[WORK REQUIRED]
Exact reproduction of the data is required, with images excluded.

Stored data entries
-- Opening Marker --

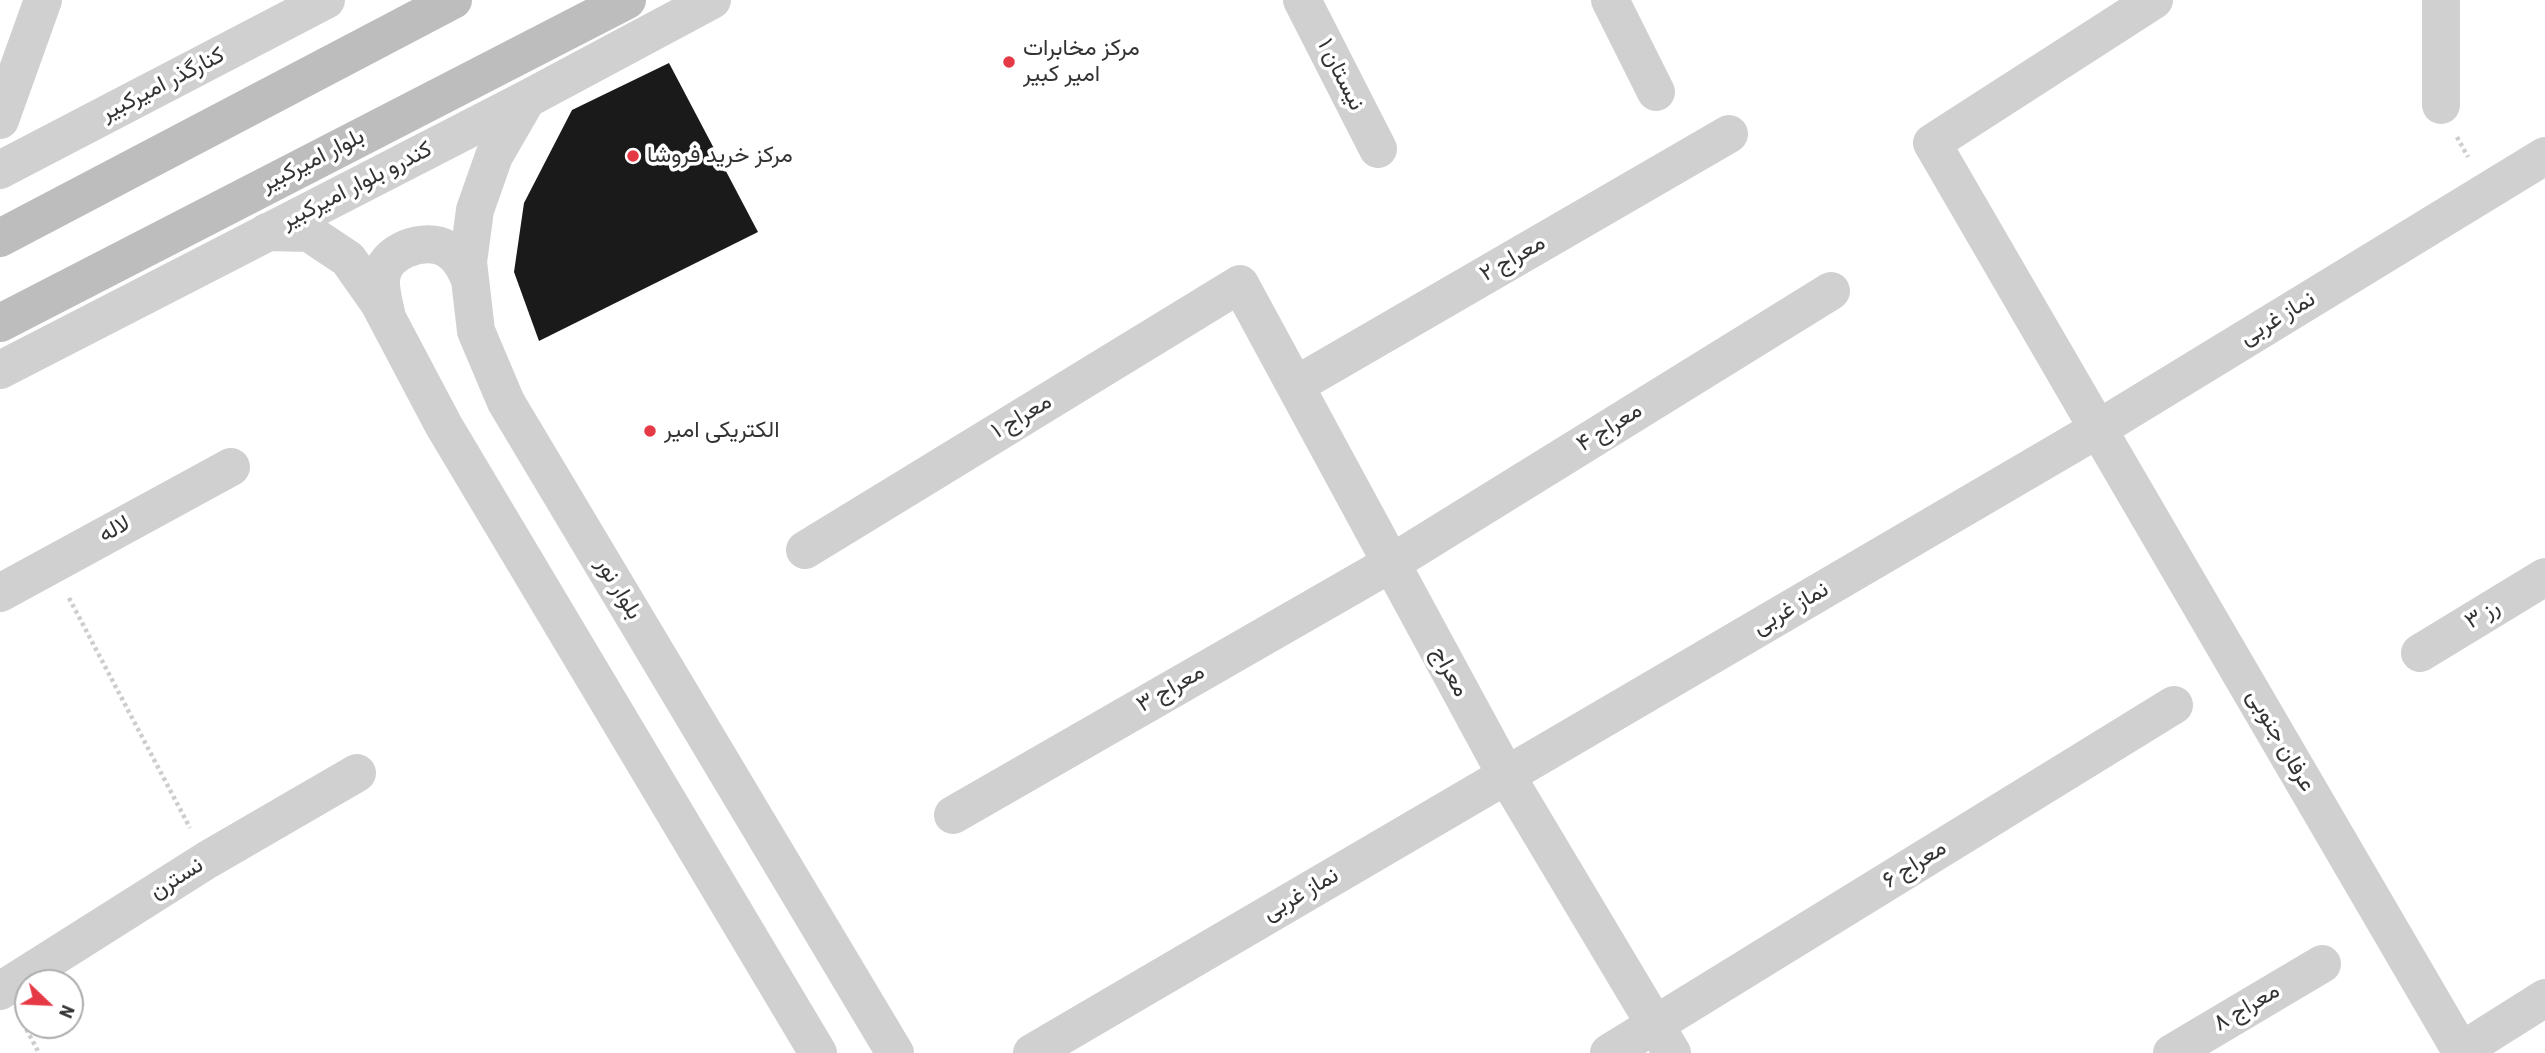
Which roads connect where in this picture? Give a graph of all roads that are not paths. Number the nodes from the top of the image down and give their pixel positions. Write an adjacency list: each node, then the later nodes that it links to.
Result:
1 (43, 0): 13 (street)
2 (325, 0): 17 (street, کنارگذر امیرکبیر)
3 (453, 0): 19 (main road)
4 (627, 0): 24 (main road, بلوار امیرکبیر)
5 (712, 0): 11 (street, کندرو بلوار امیرکبیر)
6 (1303, 0): 15 (street, نیستان ۱)
7 (1610, 0): 10 (street)
8 (2154, 0): 27 (street, عرفان جنوبی)
9 (2441, 0): 12 (street)
10 (1656, 92)
11 (527, 99): 18 (street, کندرو بلوار امیرکبیر); 20 (street, بلوار نور)
12 (2441, 105)
13 (0, 120)
14 (1729, 134): 26 (street, معراج ۲)
15 (1378, 149)
16 (2545, 156): 27 (street, نماز غربی)
17 (0, 170)
18 (267, 233): 23 (street); 25 (street, کندرو بلوار امیرکبیر)
19 (0, 238)
20 (470, 280): 23 (street); 44 (street, بلوار نور)
21 (1240, 284): 26 (street, معراج); 29 (street, معراج ۱)
22 (1831, 291): 30 (street, معراج ۴)
23 (387, 318): 43 (street)
24 (0, 323)
25 (0, 370)
26 (1296, 385): 30 (street, معراج)
27 (2098, 429): 36 (street, نماز غربی); 42 (street, عرفان جنوبی)
28 (231, 467): 32 (street, لاله)
29 (805, 550)
30 (1390, 564): 36 (street, معراج); 37 (street, معراج ۳)
31 (2545, 578): 33 (street, رز ۳)
32 (0, 593)
33 (2420, 653)
34 (2174, 705): 41 (street, معراج ۶)
35 (357, 773): 39 (street, نسترن)
36 (1506, 775): 41 (street, معراج); 45 (street, نماز غربی)
37 (953, 815)
38 (2322, 964): 47 (street, معراج ۸)
39 (0, 990)
40 (2545, 998): 42 (street)
41 (1664, 1039): 46 (street, معراج ۶)
42 (2462, 1052)
43 (818, 1053)
44 (895, 1053)
45 (1032, 1053)
46 (1609, 1053)
47 (2172, 1053)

-- Closing Marker --

[SOLUTION]
Which roads connect where in this picture? Give a graph of all roads that are not paths. Number the nodes from the top of the image down and give their pixel positions. Write an adjacency list: each node, then the later nodes that it links to.
Result:
1 (43, 0): 13 (street)
2 (325, 0): 17 (street, کنارگذر امیرکبیر)
3 (453, 0): 19 (main road)
4 (627, 0): 24 (main road, بلوار امیرکبیر)
5 (712, 0): 11 (street, کندرو بلوار امیرکبیر)
6 (1303, 0): 15 (street, نیستان ۱)
7 (1610, 0): 10 (street)
8 (2154, 0): 27 (street, عرفان جنوبی)
9 (2441, 0): 12 (street)
10 (1656, 92)
11 (527, 99): 18 (street, کندرو بلوار امیرکبیر); 20 (street, بلوار نور)
12 (2441, 105)
13 (0, 120)
14 (1729, 134): 26 (street, معراج ۲)
15 (1378, 149)
16 (2545, 156): 27 (street, نماز غربی)
17 (0, 170)
18 (267, 233): 23 (street); 25 (street, کندرو بلوار امیرکبیر)
19 (0, 238)
20 (470, 280): 23 (street); 44 (street, بلوار نور)
21 (1240, 284): 26 (street, معراج); 29 (street, معراج ۱)
22 (1831, 291): 30 (street, معراج ۴)
23 (387, 318): 43 (street)
24 (0, 323)
25 (0, 370)
26 (1296, 385): 30 (street, معراج)
27 (2098, 429): 36 (street, نماز غربی); 42 (street, عرفان جنوبی)
28 (231, 467): 32 (street, لاله)
29 (805, 550)
30 (1390, 564): 36 (street, معراج); 37 (street, معراج ۳)
31 (2545, 578): 33 (street, رز ۳)
32 (0, 593)
33 (2420, 653)
34 (2174, 705): 41 (street, معراج ۶)
35 (357, 773): 39 (street, نسترن)
36 (1506, 775): 41 (street, معراج); 45 (street, نماز غربی)
37 (953, 815)
38 (2322, 964): 47 (street, معراج ۸)
39 (0, 990)
40 (2545, 998): 42 (street)
41 (1664, 1039): 46 (street, معراج ۶)
42 (2462, 1052)
43 (818, 1053)
44 (895, 1053)
45 (1032, 1053)
46 (1609, 1053)
47 (2172, 1053)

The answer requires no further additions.